3-Etkileyici

1K 104 210
                                    

⚠Bu bolumde argo ve minnacik bir cinsellik bulunmaktadir⚠

😺

Tıpkı Sam'in dediği gibiydi, beyaz odaya girdiğimde Jimin yatakta uzanmış kıpkırmızı olmuş yanakları ve şişmiş pembe dudaklarıyla titreyerek uyuyordu.

"Hani uyanmıştı," buz gibi dediğimle Sam yutkundu.

"Sen gelene kadar tekrar uyudu Patron." derin bir nefes verdim sinirle.

"Doktor çağıralım mı patron?" Başımı iki yana salladım.

"Lüzumu yok," dedim. "Ben hallederim, bir kova soğuk su ve bez getirin." Başıyla onayladı ve hızla çıktı odadan. Yatakta uyuyan Jimin'in başına geldiğimde derin bir nefes verdim.

"Baş belası velet," diye fısıldadım arka cebimdeki kelepçeyi çıkarıp komidine koyarken.

Yorganı açtım ve kısa bir bakış attım ona. Belinden tutup uyuyan bedenini doğrulttum ve giydiği kazağını çıkarttım, tekrar yavaşça yatağa yatırdım ve pantolonunun kemerini çözdüm. Pantolonunu da çıkardığımda sadece boxerıyla kalmıştı.

"Seni bu kadar çabuk çıplak görmeyi beklemiyordum," dedim yarım yamalak sırıtırken.

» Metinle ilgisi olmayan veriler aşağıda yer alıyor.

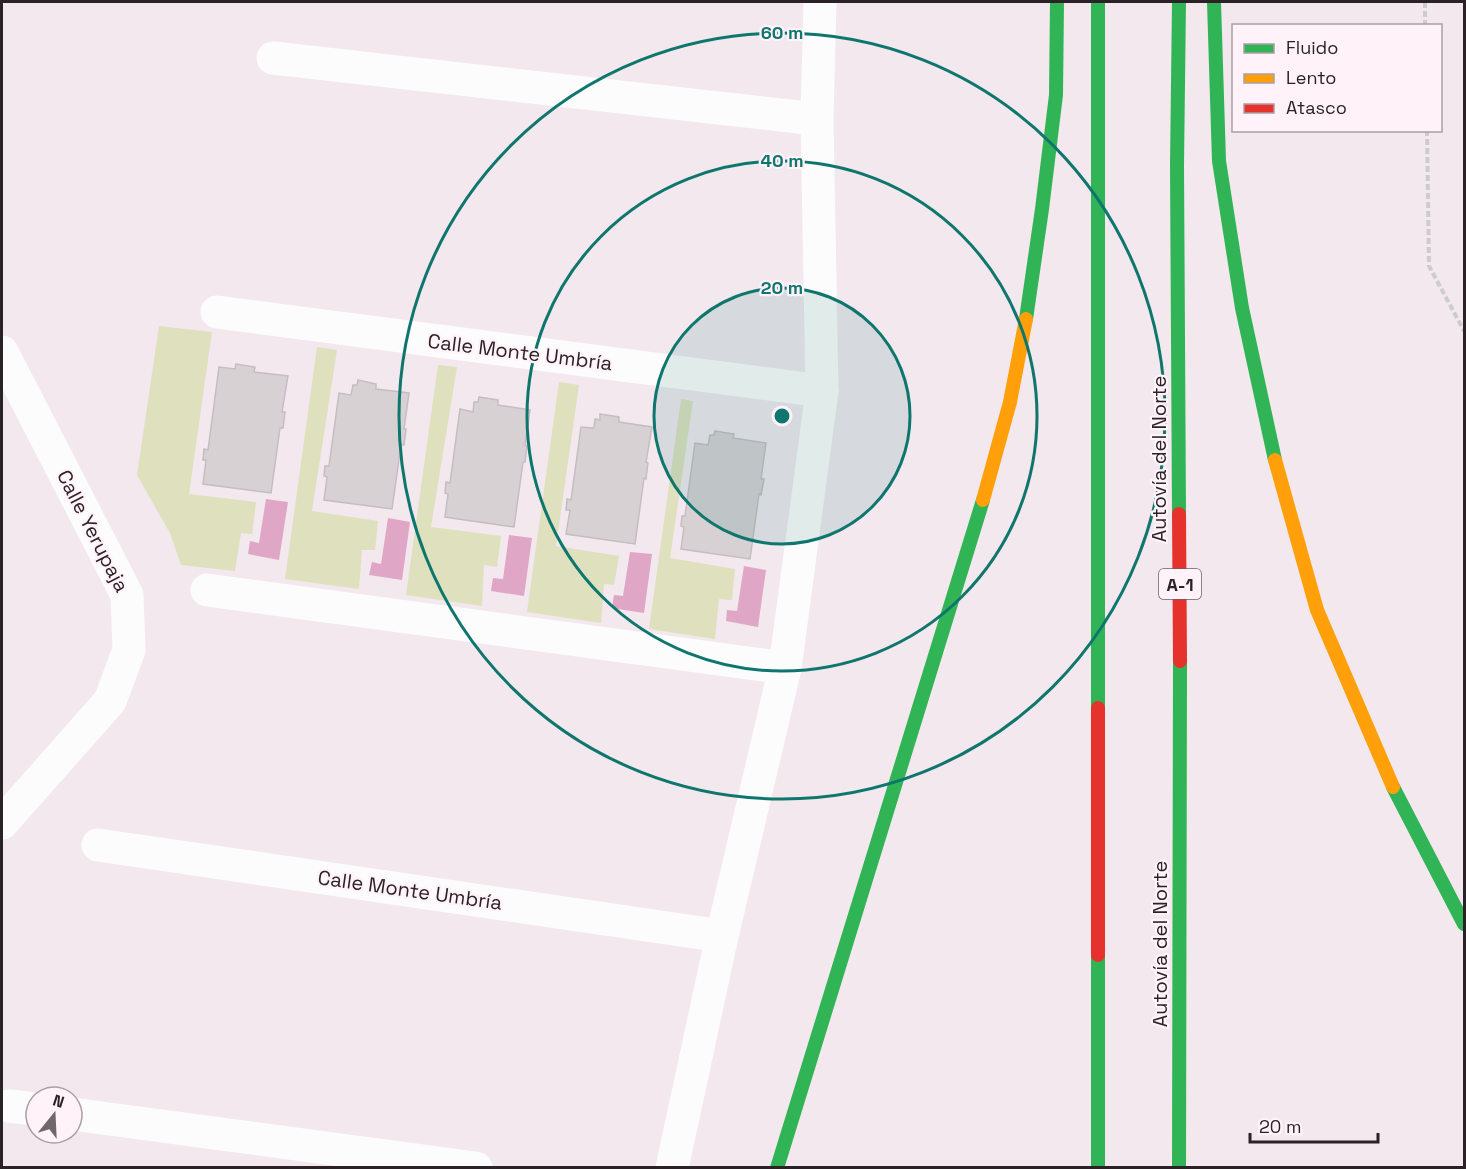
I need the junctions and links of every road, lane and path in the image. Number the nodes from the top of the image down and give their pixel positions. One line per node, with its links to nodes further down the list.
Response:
1 (820, 2): 9 (street)
2 (1057, 2): 24 (highway)
3 (1098, 2): 25 (highway)
4 (1179, 2): 26 (highway, Autovía del Norte / A-1)
5 (1214, 2): 19 (highway)
6 (1425, 2): 7 (path)
7 (1425, 24)
8 (273, 58): 9 (street)
9 (817, 119): 14 (street)
10 (1427, 132): 12 (path)
11 (217, 312): 14 (street, Calle Monte Umbría)
12 (1464, 331)
13 (2, 352): 17 (street, Calle Yerupaja)
14 (822, 391): 16 (street)
15 (207, 590): 16 (street)
16 (785, 668): 20 (street)
17 (2, 823)
18 (98, 845): 20 (street, Calle Monte Umbría)
19 (1464, 924)
20 (722, 936): 23 (street)
21 (84, 1116): 22 (street)
22 (476, 1167)
23 (672, 1167)
24 (777, 1167)
25 (1098, 1167)
26 (1179, 1167)

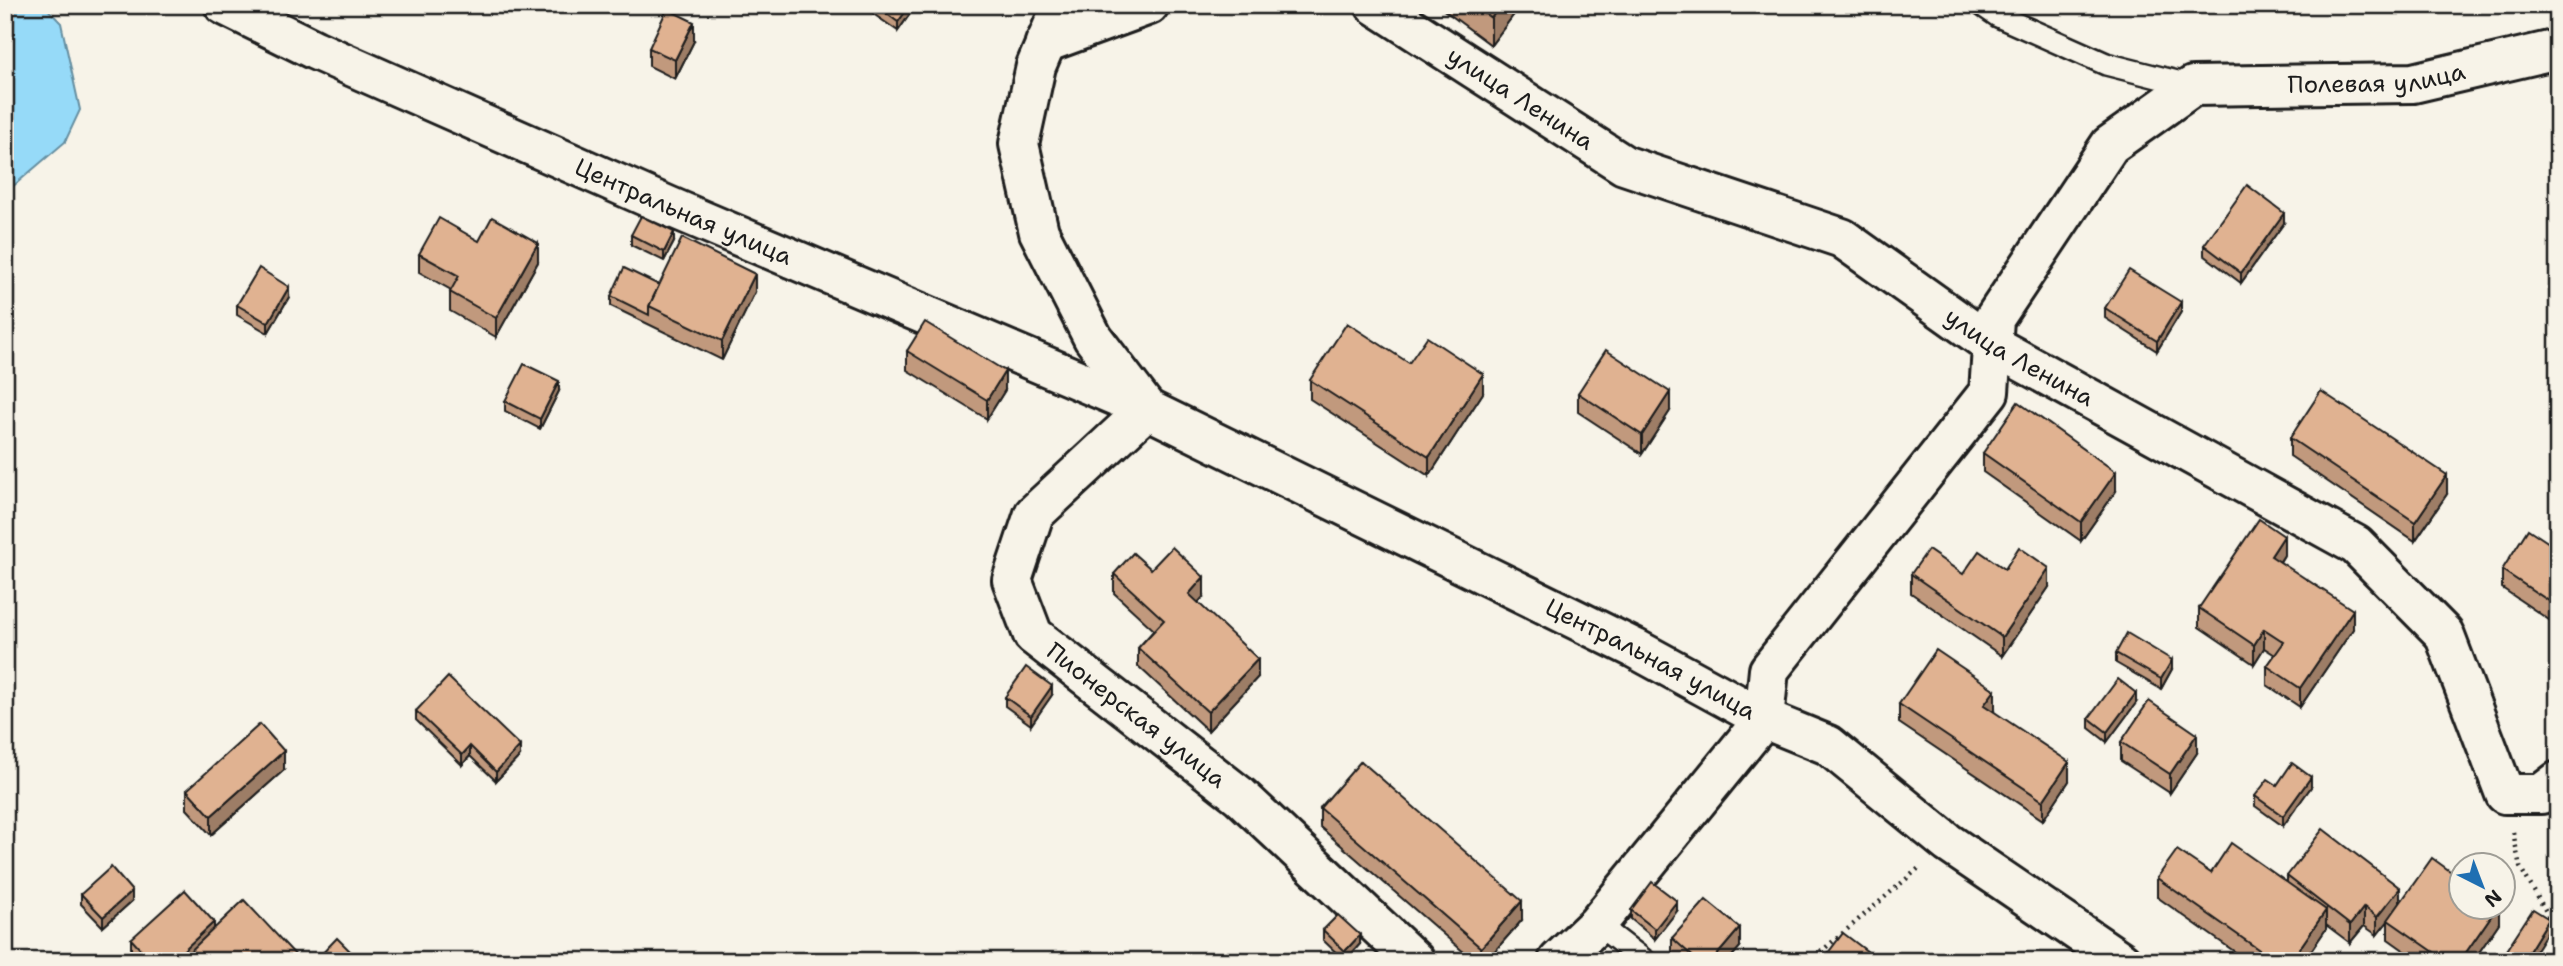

Bedenini süzdüğüm sırada dudaklarım daha da gerilmişti, alt dudağımı ısırdım. Tanrım, gerçekten de mükemmel bir fiziği vardı. Eğer Park Bogum'un oğlu olmasaydı onunla sevişmek isteyebilirdim. Komidindeki kelepçeyi aldım ve önce bileğine ardından yatağın demirine kelepçeledim.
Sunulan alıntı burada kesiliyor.